(Data begins)
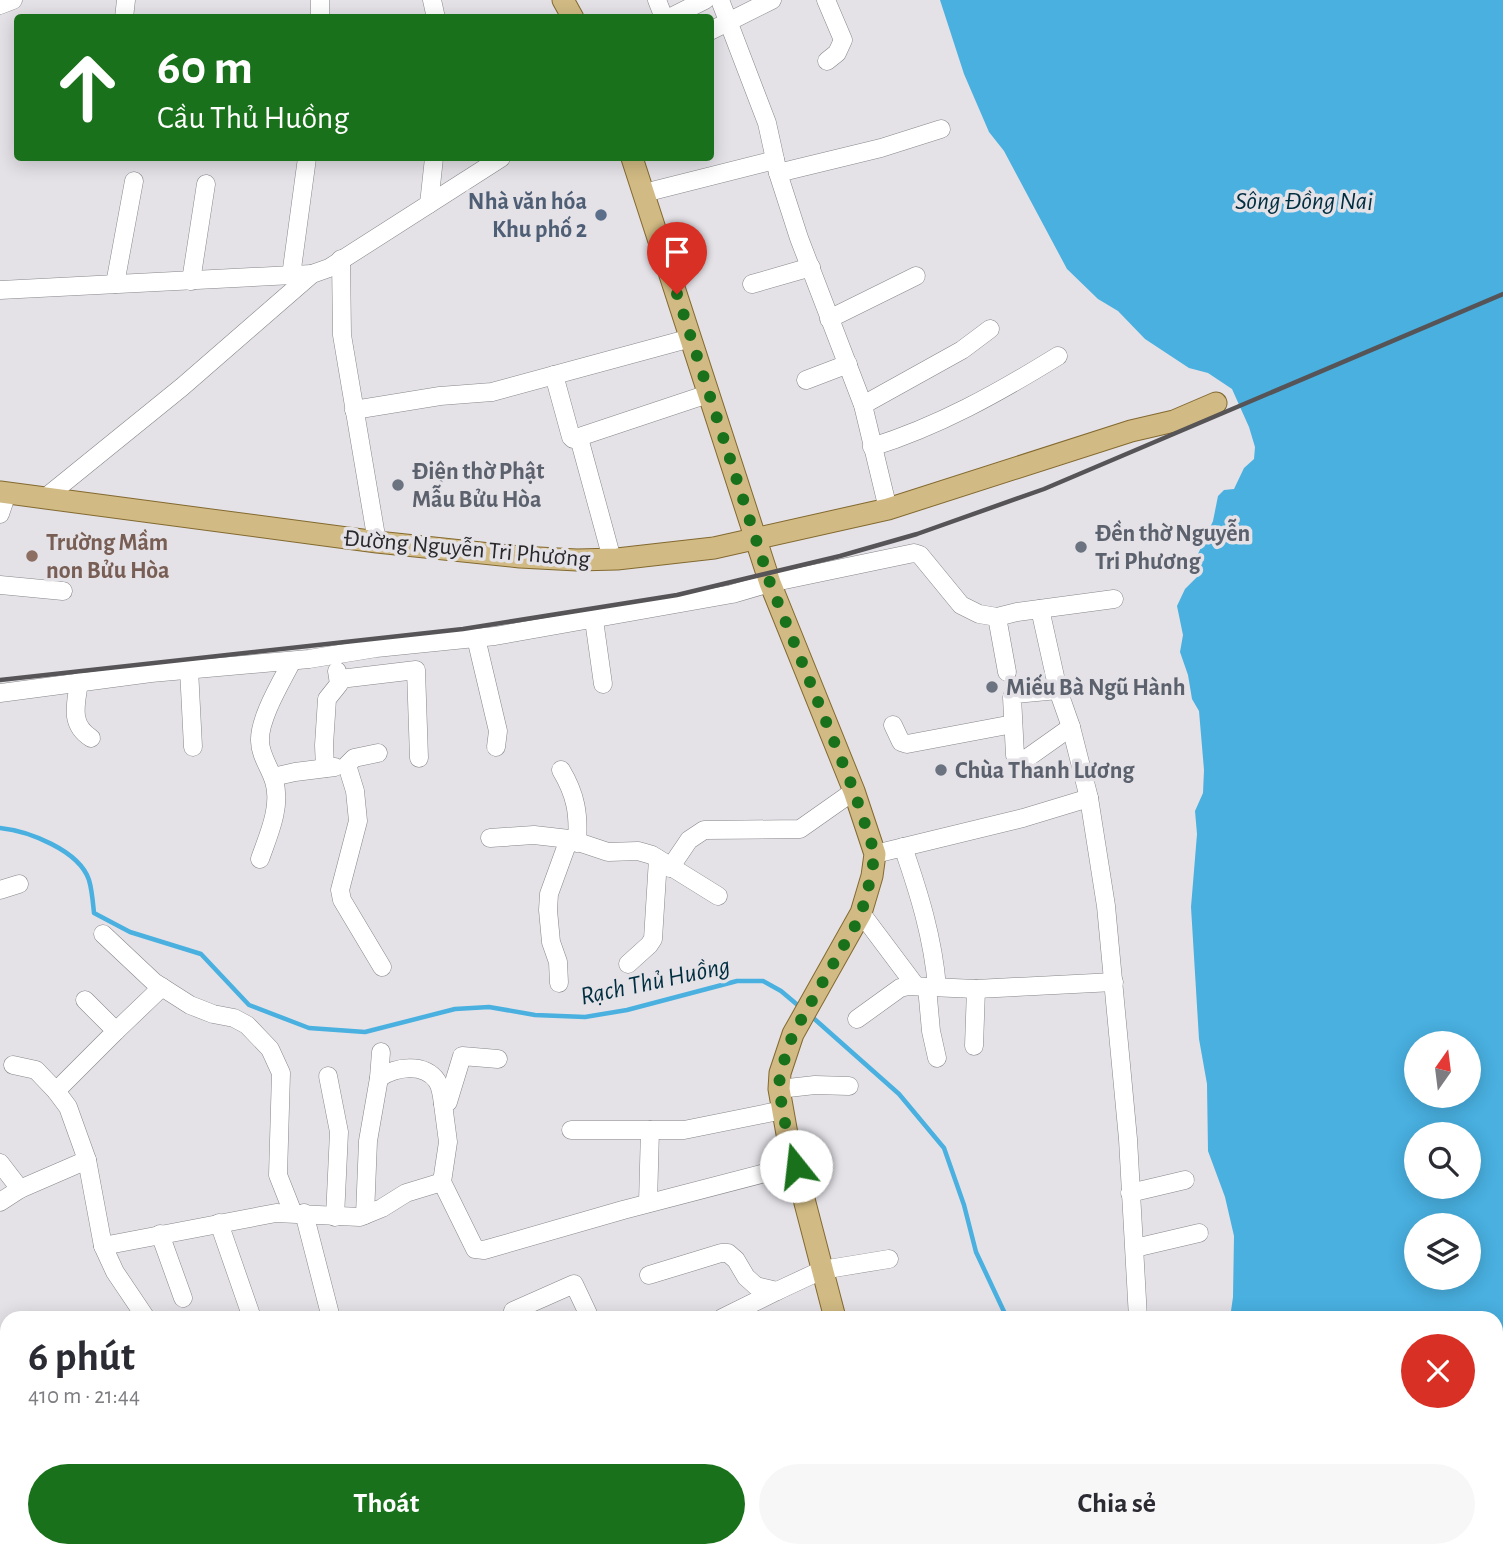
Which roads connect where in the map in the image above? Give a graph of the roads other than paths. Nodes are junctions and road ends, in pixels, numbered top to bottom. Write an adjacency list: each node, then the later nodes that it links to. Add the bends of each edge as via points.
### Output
1 (13, 0): 6 (street)
2 (705, 0): 7 (street)
3 (720, 0): 8 (street)
4 (772, 0): 8 (street)
5 (826, 0): 10 (street, via 843,40)
6 (0, 5)
7 (675, 14)
8 (729, 22): 9 (street); 16 (street, via 767,123)
9 (714, 29)
10 (827, 61)
11 (941, 130): 16 (street, via 881,148)
12 (307, 161): 24 (street)
13 (434, 161): 20 (street)
14 (495, 161): 20 (street)
15 (633, 161): 19 (main road)
16 (777, 166): 19 (street); 22 (street)
17 (134, 181): 27 (street)
18 (206, 184): 26 (street)
19 (643, 193): 32 (main road)
20 (429, 204): 21 (street)
21 (341, 259): 23 (street); 40 (street, via 342,334)
22 (811, 267): 28 (street); 30 (street)
23 (312, 274): 24 (street); 44 (street)
24 (291, 276): 26 (street)
25 (916, 276): 30 (street)
26 (191, 281): 27 (street)
27 (115, 284): 29 (street)
28 (752, 284)
29 (0, 290)
30 (829, 319): 34 (street)
31 (990, 328): 39 (street, via 951,357)
32 (691, 338): 35 (street); 37 (main road)
33 (1058, 356): 42 (street, via 949,418)
34 (848, 364): 36 (street); 39 (street)
35 (554, 375): 40 (street, via 492,392); 41 (street, via 570,437)
36 (806, 380)
37 (708, 394): 41 (street); 47 (main road)
38 (1214, 399): 45 (main road, Đường Nguyễn Tri Phương, via 1170,411 1131,431)
39 (863, 405): 42 (street)
40 (354, 410): 48 (street)
41 (579, 438): 49 (street)
42 (872, 447): 45 (street)
43 (3, 492): 44 (main road, Đường Nguyễn Tri Phương); 46 (street)
44 (45, 498): 48 (main road, Đường Nguyễn Tri Phương)
45 (888, 509): 47 (main road, Đường Nguyễn Tri Phương)
46 (0, 514)
47 (755, 539): 49 (main road, Đường Nguyễn Tri Phương); 50 (main road)
48 (377, 542): 49 (main road, Đường Nguyễn Tri Phương, via 520,556)
49 (612, 559)
50 (770, 583): 55 (street, via 914,553 961,605); 56 (street); 79 (main road)
51 (0, 585): 52 (street)
52 (63, 591)
53 (1114, 599): 54 (street)
54 (1040, 610): 55 (street); 65 (street)
55 (997, 617): 61 (street)
56 (594, 620): 57 (street); 64 (street)
57 (476, 638): 58 (street); 72 (street, via 498,732)
58 (332, 656): 59 (street); 62 (street)
59 (292, 661): 60 (street); 78 (street, via 261,729 260,743)
60 (189, 669): 63 (street); 71 (street)
61 (1007, 672)
62 (340, 679): 74 (street, via 416,670); 76 (street, via 327,699)
63 (79, 682): 66 (street); 70 (street, via 74,717)
64 (603, 684)
65 (1058, 690): 67 (street, via 1015,694 1011,701); 69 (street)
66 (0, 693)
67 (1013, 724): 68 (street, via 908,744 901,742); 69 (street, via 1015,755 1023,761)
68 (893, 725)
69 (1072, 727): 80 (street)
70 (91, 738)
71 (193, 747)
72 (496, 747)
73 (378, 753): 75 (street, via 354,758)
74 (419, 758)
75 (347, 765): 76 (street); 93 (street, via 358,821 340,896)
76 (325, 768): 78 (street)
77 (561, 770): 82 (street, via 579,814)
78 (273, 777): 85 (street, via 274,817)
79 (854, 791): 84 (main road); 86 (street, via 800,829 704,830)
80 (1089, 798): 83 (street); 94 (street)
81 (490, 838): 82 (street, via 534,835)
82 (573, 841): 86 (street, via 608,852 638,851); 95 (street, via 549,894)
83 (903, 847): 84 (street); 96 (street, via 935,961)
84 (875, 854): 90 (main road)
85 (260, 859)
86 (664, 864): 89 (street); 92 (street, via 653,939)
87 (19, 884): 88 (street)
88 (0, 890)
89 (718, 896)
90 (861, 913): 96 (street); 110 (main road, via 793,1034)
91 (103, 934): 97 (street)
92 (628, 964)
93 (382, 967)
94 (1114, 982): 98 (street); 122 (street)
95 (559, 984)
96 (926, 986): 98 (street); 100 (street, via 900,988); 104 (street)
97 (162, 987): 101 (street); 125 (street, via 190,1005 234,1017 270,1049 281,1073 278,1175)
98 (976, 989): 102 (street)
99 (85, 1000): 101 (street)
100 (858, 1019)
101 (116, 1031): 111 (street)
102 (974, 1046)
103 (381, 1052): 108 (street)
104 (937, 1058)
105 (498, 1059): 112 (street, via 463,1056)
106 (13, 1065): 111 (street, via 36,1070)
107 (328, 1076): 127 (street, via 339,1132)
108 (379, 1078): 112 (street, via 396,1069 425,1071 437,1081); 126 (street, via 368,1141)
109 (849, 1086): 110 (street)
110 (779, 1089): 113 (main road)
111 (56, 1091): 116 (street, via 68,1107)
112 (443, 1104): 120 (street, via 448,1143)
113 (783, 1110): 115 (street, via 684,1130); 118 (main road)
114 (571, 1130): 115 (street)
115 (650, 1130): 124 (street)
116 (87, 1160): 121 (street); 131 (street)
117 (0, 1163): 121 (street)
118 (796, 1166): 124 (street); 134 (main road)
119 (1185, 1180): 122 (street)
120 (442, 1182): 124 (street, via 478,1250); 126 (street, via 406,1193)
121 (20, 1189): 123 (street)
122 (1130, 1193): 132 (street)
123 (0, 1202)
124 (648, 1203)
125 (298, 1213): 127 (street); 128 (street); 140 (street)
126 (365, 1216): 127 (street)
127 (335, 1217)
128 (219, 1223): 130 (street); 139 (street)
129 (1199, 1233): 132 (street)
130 (160, 1234): 131 (street); 137 (street)
131 (103, 1245): 138 (street)
132 (1135, 1248): 145 (street)
133 (889, 1259): 134 (street)
134 (822, 1270): 136 (street); 144 (main road)
135 (649, 1275): 136 (street, via 728,1253 756,1286)
136 (777, 1291): 143 (street)
137 (183, 1298)
138 (141, 1311)
139 (250, 1311)
140 (329, 1311)
141 (513, 1311): 142 (street, via 574,1284)
142 (587, 1311)
143 (736, 1311)
144 (833, 1311)
145 (1138, 1311)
(Data ends)
Aim of the exercise. Word for word, return the material, omitting the pictures.

Problem solution.
Which roads connect where in the map in the image above? Give a graph of the roads other than paths. Nodes are junctions and road ends, in pixels, numbered top to bottom. Write an adjacency list: each node, then the later nodes that it links to. Add the bends of each edge as via points.
### Output
1 (13, 0): 6 (street)
2 (705, 0): 7 (street)
3 (720, 0): 8 (street)
4 (772, 0): 8 (street)
5 (826, 0): 10 (street, via 843,40)
6 (0, 5)
7 (675, 14)
8 (729, 22): 9 (street); 16 (street, via 767,123)
9 (714, 29)
10 (827, 61)
11 (941, 130): 16 (street, via 881,148)
12 (307, 161): 24 (street)
13 (434, 161): 20 (street)
14 (495, 161): 20 (street)
15 (633, 161): 19 (main road)
16 (777, 166): 19 (street); 22 (street)
17 (134, 181): 27 (street)
18 (206, 184): 26 (street)
19 (643, 193): 32 (main road)
20 (429, 204): 21 (street)
21 (341, 259): 23 (street); 40 (street, via 342,334)
22 (811, 267): 28 (street); 30 (street)
23 (312, 274): 24 (street); 44 (street)
24 (291, 276): 26 (street)
25 (916, 276): 30 (street)
26 (191, 281): 27 (street)
27 (115, 284): 29 (street)
28 (752, 284)
29 (0, 290)
30 (829, 319): 34 (street)
31 (990, 328): 39 (street, via 951,357)
32 (691, 338): 35 (street); 37 (main road)
33 (1058, 356): 42 (street, via 949,418)
34 (848, 364): 36 (street); 39 (street)
35 (554, 375): 40 (street, via 492,392); 41 (street, via 570,437)
36 (806, 380)
37 (708, 394): 41 (street); 47 (main road)
38 (1214, 399): 45 (main road, Đường Nguyễn Tri Phương, via 1170,411 1131,431)
39 (863, 405): 42 (street)
40 (354, 410): 48 (street)
41 (579, 438): 49 (street)
42 (872, 447): 45 (street)
43 (3, 492): 44 (main road, Đường Nguyễn Tri Phương); 46 (street)
44 (45, 498): 48 (main road, Đường Nguyễn Tri Phương)
45 (888, 509): 47 (main road, Đường Nguyễn Tri Phương)
46 (0, 514)
47 (755, 539): 49 (main road, Đường Nguyễn Tri Phương); 50 (main road)
48 (377, 542): 49 (main road, Đường Nguyễn Tri Phương, via 520,556)
49 (612, 559)
50 (770, 583): 55 (street, via 914,553 961,605); 56 (street); 79 (main road)
51 (0, 585): 52 (street)
52 (63, 591)
53 (1114, 599): 54 (street)
54 (1040, 610): 55 (street); 65 (street)
55 (997, 617): 61 (street)
56 (594, 620): 57 (street); 64 (street)
57 (476, 638): 58 (street); 72 (street, via 498,732)
58 (332, 656): 59 (street); 62 (street)
59 (292, 661): 60 (street); 78 (street, via 261,729 260,743)
60 (189, 669): 63 (street); 71 (street)
61 (1007, 672)
62 (340, 679): 74 (street, via 416,670); 76 (street, via 327,699)
63 (79, 682): 66 (street); 70 (street, via 74,717)
64 (603, 684)
65 (1058, 690): 67 (street, via 1015,694 1011,701); 69 (street)
66 (0, 693)
67 (1013, 724): 68 (street, via 908,744 901,742); 69 (street, via 1015,755 1023,761)
68 (893, 725)
69 (1072, 727): 80 (street)
70 (91, 738)
71 (193, 747)
72 (496, 747)
73 (378, 753): 75 (street, via 354,758)
74 (419, 758)
75 (347, 765): 76 (street); 93 (street, via 358,821 340,896)
76 (325, 768): 78 (street)
77 (561, 770): 82 (street, via 579,814)
78 (273, 777): 85 (street, via 274,817)
79 (854, 791): 84 (main road); 86 (street, via 800,829 704,830)
80 (1089, 798): 83 (street); 94 (street)
81 (490, 838): 82 (street, via 534,835)
82 (573, 841): 86 (street, via 608,852 638,851); 95 (street, via 549,894)
83 (903, 847): 84 (street); 96 (street, via 935,961)
84 (875, 854): 90 (main road)
85 (260, 859)
86 (664, 864): 89 (street); 92 (street, via 653,939)
87 (19, 884): 88 (street)
88 (0, 890)
89 (718, 896)
90 (861, 913): 96 (street); 110 (main road, via 793,1034)
91 (103, 934): 97 (street)
92 (628, 964)
93 (382, 967)
94 (1114, 982): 98 (street); 122 (street)
95 (559, 984)
96 (926, 986): 98 (street); 100 (street, via 900,988); 104 (street)
97 (162, 987): 101 (street); 125 (street, via 190,1005 234,1017 270,1049 281,1073 278,1175)
98 (976, 989): 102 (street)
99 (85, 1000): 101 (street)
100 (858, 1019)
101 (116, 1031): 111 (street)
102 (974, 1046)
103 (381, 1052): 108 (street)
104 (937, 1058)
105 (498, 1059): 112 (street, via 463,1056)
106 (13, 1065): 111 (street, via 36,1070)
107 (328, 1076): 127 (street, via 339,1132)
108 (379, 1078): 112 (street, via 396,1069 425,1071 437,1081); 126 (street, via 368,1141)
109 (849, 1086): 110 (street)
110 (779, 1089): 113 (main road)
111 (56, 1091): 116 (street, via 68,1107)
112 (443, 1104): 120 (street, via 448,1143)
113 (783, 1110): 115 (street, via 684,1130); 118 (main road)
114 (571, 1130): 115 (street)
115 (650, 1130): 124 (street)
116 (87, 1160): 121 (street); 131 (street)
117 (0, 1163): 121 (street)
118 (796, 1166): 124 (street); 134 (main road)
119 (1185, 1180): 122 (street)
120 (442, 1182): 124 (street, via 478,1250); 126 (street, via 406,1193)
121 (20, 1189): 123 (street)
122 (1130, 1193): 132 (street)
123 (0, 1202)
124 (648, 1203)
125 (298, 1213): 127 (street); 128 (street); 140 (street)
126 (365, 1216): 127 (street)
127 (335, 1217)
128 (219, 1223): 130 (street); 139 (street)
129 (1199, 1233): 132 (street)
130 (160, 1234): 131 (street); 137 (street)
131 (103, 1245): 138 (street)
132 (1135, 1248): 145 (street)
133 (889, 1259): 134 (street)
134 (822, 1270): 136 (street); 144 (main road)
135 (649, 1275): 136 (street, via 728,1253 756,1286)
136 (777, 1291): 143 (street)
137 (183, 1298)
138 (141, 1311)
139 (250, 1311)
140 (329, 1311)
141 (513, 1311): 142 (street, via 574,1284)
142 (587, 1311)
143 (736, 1311)
144 (833, 1311)
145 (1138, 1311)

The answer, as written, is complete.